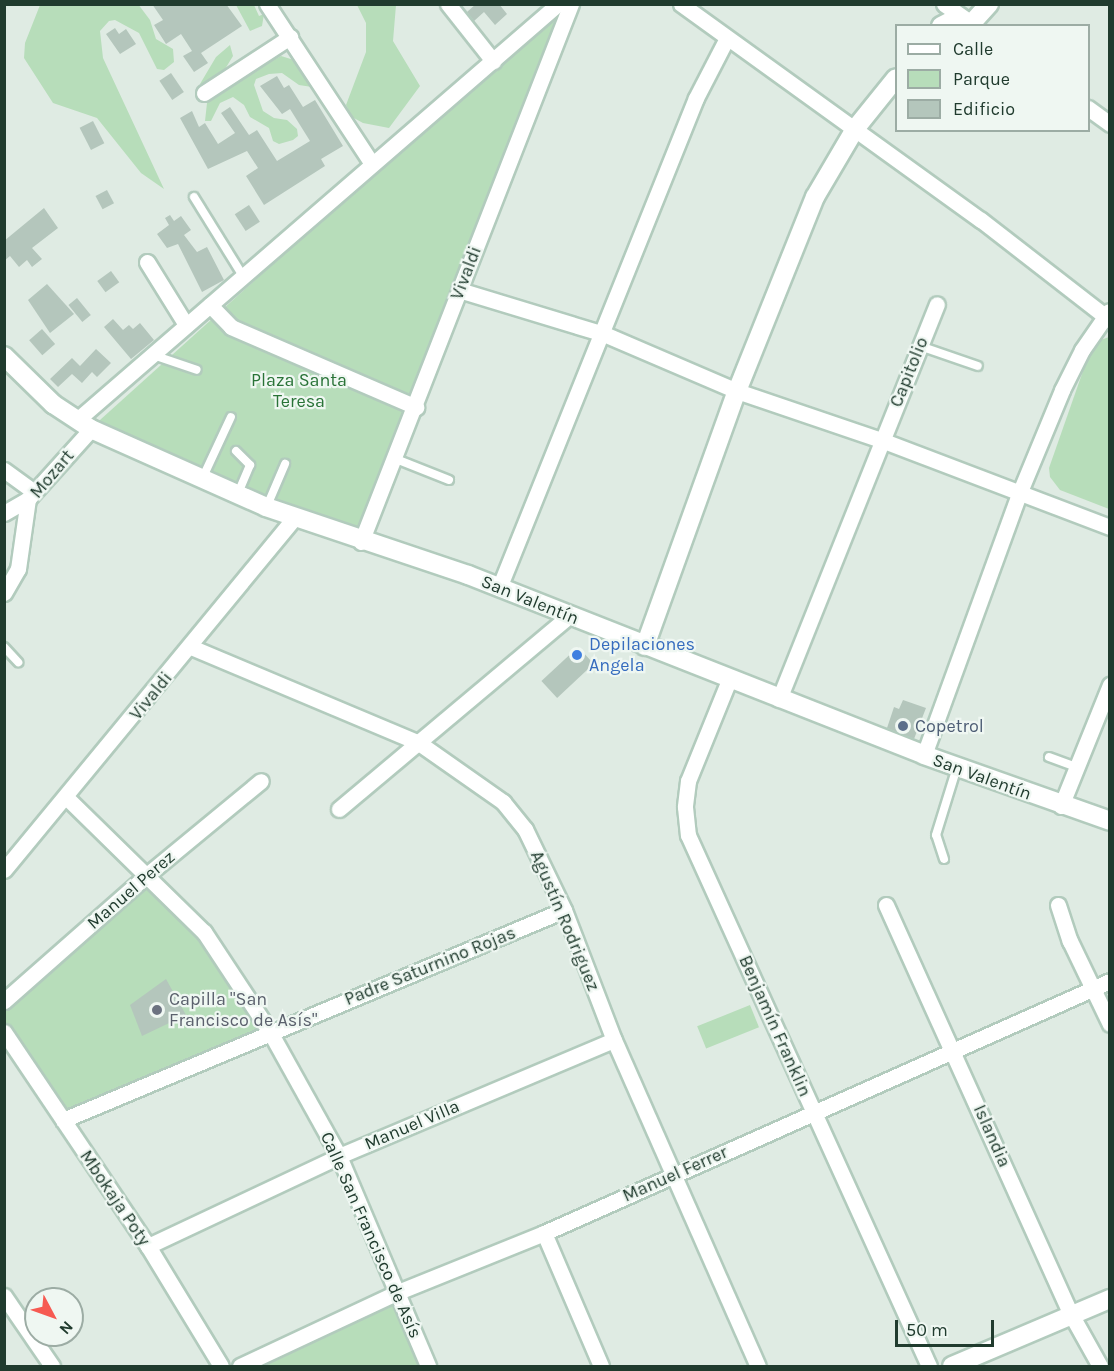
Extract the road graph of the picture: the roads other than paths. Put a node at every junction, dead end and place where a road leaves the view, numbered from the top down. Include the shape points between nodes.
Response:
1 (267, 4) edge
2 (448, 4) edge
3 (558, 4) edge
4 (571, 4) edge
5 (681, 4) edge
6 (944, 4) edge
7 (989, 4) edge
8 (945, 24) edge
9 (967, 24) edge
10 (971, 24) edge
11 (973, 24) edge
12 (290, 37) junction
13 (726, 40) junction
14 (493, 61) junction
15 (895, 80) edge
16 (204, 93) dead end
17 (1090, 109) edge
18 (1110, 124) edge
19 (855, 129) junction
20 (372, 164) junction
21 (194, 197) dead end
22 (147, 262) dead end
23 (243, 276) junction
24 (459, 290) junction
25 (210, 304) junction
26 (938, 304) dead end
27 (1108, 316) edge
28 (186, 325) junction
29 (604, 334) junction
30 (920, 346) junction
31 (152, 355) junction
32 (4, 356) edge
33 (978, 366) dead end
34 (197, 370) dead end
35 (737, 391) junction
36 (416, 407) junction
37 (231, 417) dead end
38 (84, 424) junction
39 (881, 440) junction
40 (236, 451) dead end
41 (396, 459) junction
42 (285, 464) dead end
43 (4, 470) edge
44 (202, 479) junction
45 (449, 480) dead end
46 (237, 494) junction
47 (1019, 494) junction
48 (31, 495) junction
49 (266, 507) junction
50 (4, 513) edge
51 (294, 518) junction
52 (1110, 527) edge
53 (361, 542) junction
54 (500, 588) junction
55 (4, 593) edge
56 (569, 616) junction
57 (645, 646) junction
58 (4, 647) edge
59 (191, 647) junction
60 (18, 662) dead end
61 (729, 680) junction
62 (1110, 685) edge
63 (779, 699) junction
64 (419, 743) junction
65 (924, 755) junction
66 (1049, 756) dead end
67 (957, 767) junction
68 (1076, 767) junction
69 (261, 781) dead end
70 (67, 798) junction
71 (1061, 806) junction
72 (339, 809) dead end
73 (1110, 821) edge
74 (944, 859) dead end
75 (4, 870) edge
76 (148, 874) junction
77 (886, 905) dead end
78 (1058, 905) dead end
79 (564, 910) junction
80 (1110, 981) edge
81 (1094, 989) junction
82 (4, 1001) edge
83 (1110, 1024) edge
84 (4, 1032) edge
85 (270, 1032) junction
86 (614, 1040) junction
87 (956, 1053) junction
88 (815, 1114) junction
89 (63, 1120) junction
90 (339, 1156) junction
91 (673, 1174) junction
92 (544, 1233) junction
93 (148, 1246) junction
94 (398, 1292) junction
95 (4, 1296) edge
96 (1110, 1299) edge
97 (1072, 1316) junction
98 (52, 1366) edge
99 (221, 1366) edge
100 (240, 1366) edge
101 (428, 1366) edge
102 (601, 1366) edge
103 (758, 1366) edge
104 (929, 1366) edge
105 (952, 1366) edge
106 (1100, 1366) edge

1 - 12 street
2 - 14 street
3 - 14 street, Mozart
4 - 24 street, Vivaldi
5 - 13 street
6 - 10 street
7 - 11 main road
8 - 9 main road
12 - 16 street
12 - 20 street
13 - 19 street
13 - 29 street via 696,98
14 - 20 street, Mozart
15 - 19 main road
17 - 18 street
19 - 27 street
19 - 35 main road via 815,197
20 - 23 street, Mozart
21 - 23 lane
22 - 28 street
23 - 25 street, Mozart
24 - 29 street
24 - 36 street, Vivaldi
25 - 28 street, Mozart
25 - 36 street via 231,327
26 - 30 street, Capitolio
27 - 47 street via 1082,350 1062,390
28 - 31 street, Mozart
29 - 35 street
29 - 54 street
30 - 33 lane
30 - 39 street, Capitolio
31 - 34 lane
31 - 38 street, Mozart
32 - 38 main road, San Valentín via 53,404
35 - 39 street
35 - 57 main road
36 - 41 street, Vivaldi
37 - 44 lane
38 - 44 main road, San Valentín
38 - 48 street, Mozart
39 - 47 street
39 - 63 street, Capitolio
40 - 46 lane via 250,465
41 - 45 lane
41 - 53 street, Vivaldi
42 - 49 lane
43 - 48 street
44 - 46 main road, San Valentín
46 - 49 main road, San Valentín
47 - 52 street
47 - 65 street
48 - 50 street
48 - 55 street, Mozart via 18,569
49 - 51 main road, San Valentín
51 - 53 main road, San Valentín
51 - 59 street, Vivaldi
53 - 54 main road, San Valentín
54 - 56 main road, San Valentín
56 - 57 main road, San Valentín
56 - 64 street
57 - 61 main road, San Valentín
58 - 60 lane
59 - 64 street, Agustín Rodriguez
59 - 70 street, Vivaldi
61 - 63 main road, San Valentín
61 - 88 street, Benjamín Franklin via 687,781 688,835
62 - 68 street
63 - 65 main road, San Valentín
64 - 72 street
64 - 79 street, Agustín Rodriguez via 503,802 525,829
65 - 67 main road, San Valentín
66 - 68 lane
67 - 71 main road, San Valentín
67 - 74 lane via 936,835
68 - 71 street
69 - 76 street, Manuel Perez
70 - 75 street, Vivaldi
70 - 76 street, Calle San Francisco de Asís
71 - 73 main road, San Valentín
76 - 82 street, Manuel Perez
76 - 85 street, Calle San Francisco de Asís via 204,932
77 - 87 street, Islandia
78 - 81 street via 1070,941
79 - 85 street, Padre Saturnino Rojas
79 - 86 street, Agustín Rodriguez
80 - 81 street, Manuel Ferrer
81 - 83 street
81 - 87 street, Manuel Ferrer
84 - 89 street, Mbokaja Poty
85 - 89 street, Padre Saturnino Rojas
85 - 90 street, Calle San Francisco de Asís
86 - 90 street, Manuel Villa
86 - 91 street, Agustín Rodriguez
87 - 88 street, Manuel Ferrer
87 - 97 street, Islandia
88 - 91 street, Manuel Ferrer
88 - 104 street, Benjamín Franklin
89 - 93 street, Mbokaja Poty
90 - 93 street, Manuel Villa
90 - 94 street, Calle San Francisco de Asís
91 - 92 street, Manuel Ferrer
91 - 103 street, Agustín Rodriguez
92 - 94 street, Manuel Ferrer
92 - 102 street
93 - 99 street, Mbokaja Poty
94 - 100 street, Manuel Ferrer
94 - 101 street, Calle San Francisco de Asís
95 - 98 street
96 - 97 main road
97 - 105 main road
97 - 106 street, Islandia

_ _ _ _ _ _ _

Assignment. Would you please set down the data above again exactly, without its pictures?

Exercise solution.
Extract the road graph of the picture: the roads other than paths. Put a node at every junction, dead end and place where a road leaves the view, numbered from the top down. Include the shape points between nodes.
Response:
1 (267, 4) edge
2 (448, 4) edge
3 (558, 4) edge
4 (571, 4) edge
5 (681, 4) edge
6 (944, 4) edge
7 (989, 4) edge
8 (945, 24) edge
9 (967, 24) edge
10 (971, 24) edge
11 (973, 24) edge
12 (290, 37) junction
13 (726, 40) junction
14 (493, 61) junction
15 (895, 80) edge
16 (204, 93) dead end
17 (1090, 109) edge
18 (1110, 124) edge
19 (855, 129) junction
20 (372, 164) junction
21 (194, 197) dead end
22 (147, 262) dead end
23 (243, 276) junction
24 (459, 290) junction
25 (210, 304) junction
26 (938, 304) dead end
27 (1108, 316) edge
28 (186, 325) junction
29 (604, 334) junction
30 (920, 346) junction
31 (152, 355) junction
32 (4, 356) edge
33 (978, 366) dead end
34 (197, 370) dead end
35 (737, 391) junction
36 (416, 407) junction
37 (231, 417) dead end
38 (84, 424) junction
39 (881, 440) junction
40 (236, 451) dead end
41 (396, 459) junction
42 (285, 464) dead end
43 (4, 470) edge
44 (202, 479) junction
45 (449, 480) dead end
46 (237, 494) junction
47 (1019, 494) junction
48 (31, 495) junction
49 (266, 507) junction
50 (4, 513) edge
51 (294, 518) junction
52 (1110, 527) edge
53 (361, 542) junction
54 (500, 588) junction
55 (4, 593) edge
56 (569, 616) junction
57 (645, 646) junction
58 (4, 647) edge
59 (191, 647) junction
60 (18, 662) dead end
61 (729, 680) junction
62 (1110, 685) edge
63 (779, 699) junction
64 (419, 743) junction
65 (924, 755) junction
66 (1049, 756) dead end
67 (957, 767) junction
68 (1076, 767) junction
69 (261, 781) dead end
70 (67, 798) junction
71 (1061, 806) junction
72 (339, 809) dead end
73 (1110, 821) edge
74 (944, 859) dead end
75 (4, 870) edge
76 (148, 874) junction
77 (886, 905) dead end
78 (1058, 905) dead end
79 (564, 910) junction
80 (1110, 981) edge
81 (1094, 989) junction
82 (4, 1001) edge
83 (1110, 1024) edge
84 (4, 1032) edge
85 (270, 1032) junction
86 (614, 1040) junction
87 (956, 1053) junction
88 (815, 1114) junction
89 (63, 1120) junction
90 (339, 1156) junction
91 (673, 1174) junction
92 (544, 1233) junction
93 (148, 1246) junction
94 (398, 1292) junction
95 (4, 1296) edge
96 (1110, 1299) edge
97 (1072, 1316) junction
98 (52, 1366) edge
99 (221, 1366) edge
100 (240, 1366) edge
101 (428, 1366) edge
102 (601, 1366) edge
103 (758, 1366) edge
104 (929, 1366) edge
105 (952, 1366) edge
106 (1100, 1366) edge

1 - 12 street
2 - 14 street
3 - 14 street, Mozart
4 - 24 street, Vivaldi
5 - 13 street
6 - 10 street
7 - 11 main road
8 - 9 main road
12 - 16 street
12 - 20 street
13 - 19 street
13 - 29 street via 696,98
14 - 20 street, Mozart
15 - 19 main road
17 - 18 street
19 - 27 street
19 - 35 main road via 815,197
20 - 23 street, Mozart
21 - 23 lane
22 - 28 street
23 - 25 street, Mozart
24 - 29 street
24 - 36 street, Vivaldi
25 - 28 street, Mozart
25 - 36 street via 231,327
26 - 30 street, Capitolio
27 - 47 street via 1082,350 1062,390
28 - 31 street, Mozart
29 - 35 street
29 - 54 street
30 - 33 lane
30 - 39 street, Capitolio
31 - 34 lane
31 - 38 street, Mozart
32 - 38 main road, San Valentín via 53,404
35 - 39 street
35 - 57 main road
36 - 41 street, Vivaldi
37 - 44 lane
38 - 44 main road, San Valentín
38 - 48 street, Mozart
39 - 47 street
39 - 63 street, Capitolio
40 - 46 lane via 250,465
41 - 45 lane
41 - 53 street, Vivaldi
42 - 49 lane
43 - 48 street
44 - 46 main road, San Valentín
46 - 49 main road, San Valentín
47 - 52 street
47 - 65 street
48 - 50 street
48 - 55 street, Mozart via 18,569
49 - 51 main road, San Valentín
51 - 53 main road, San Valentín
51 - 59 street, Vivaldi
53 - 54 main road, San Valentín
54 - 56 main road, San Valentín
56 - 57 main road, San Valentín
56 - 64 street
57 - 61 main road, San Valentín
58 - 60 lane
59 - 64 street, Agustín Rodriguez
59 - 70 street, Vivaldi
61 - 63 main road, San Valentín
61 - 88 street, Benjamín Franklin via 687,781 688,835
62 - 68 street
63 - 65 main road, San Valentín
64 - 72 street
64 - 79 street, Agustín Rodriguez via 503,802 525,829
65 - 67 main road, San Valentín
66 - 68 lane
67 - 71 main road, San Valentín
67 - 74 lane via 936,835
68 - 71 street
69 - 76 street, Manuel Perez
70 - 75 street, Vivaldi
70 - 76 street, Calle San Francisco de Asís
71 - 73 main road, San Valentín
76 - 82 street, Manuel Perez
76 - 85 street, Calle San Francisco de Asís via 204,932
77 - 87 street, Islandia
78 - 81 street via 1070,941
79 - 85 street, Padre Saturnino Rojas
79 - 86 street, Agustín Rodriguez
80 - 81 street, Manuel Ferrer
81 - 83 street
81 - 87 street, Manuel Ferrer
84 - 89 street, Mbokaja Poty
85 - 89 street, Padre Saturnino Rojas
85 - 90 street, Calle San Francisco de Asís
86 - 90 street, Manuel Villa
86 - 91 street, Agustín Rodriguez
87 - 88 street, Manuel Ferrer
87 - 97 street, Islandia
88 - 91 street, Manuel Ferrer
88 - 104 street, Benjamín Franklin
89 - 93 street, Mbokaja Poty
90 - 93 street, Manuel Villa
90 - 94 street, Calle San Francisco de Asís
91 - 92 street, Manuel Ferrer
91 - 103 street, Agustín Rodriguez
92 - 94 street, Manuel Ferrer
92 - 102 street
93 - 99 street, Mbokaja Poty
94 - 100 street, Manuel Ferrer
94 - 101 street, Calle San Francisco de Asís
95 - 98 street
96 - 97 main road
97 - 105 main road
97 - 106 street, Islandia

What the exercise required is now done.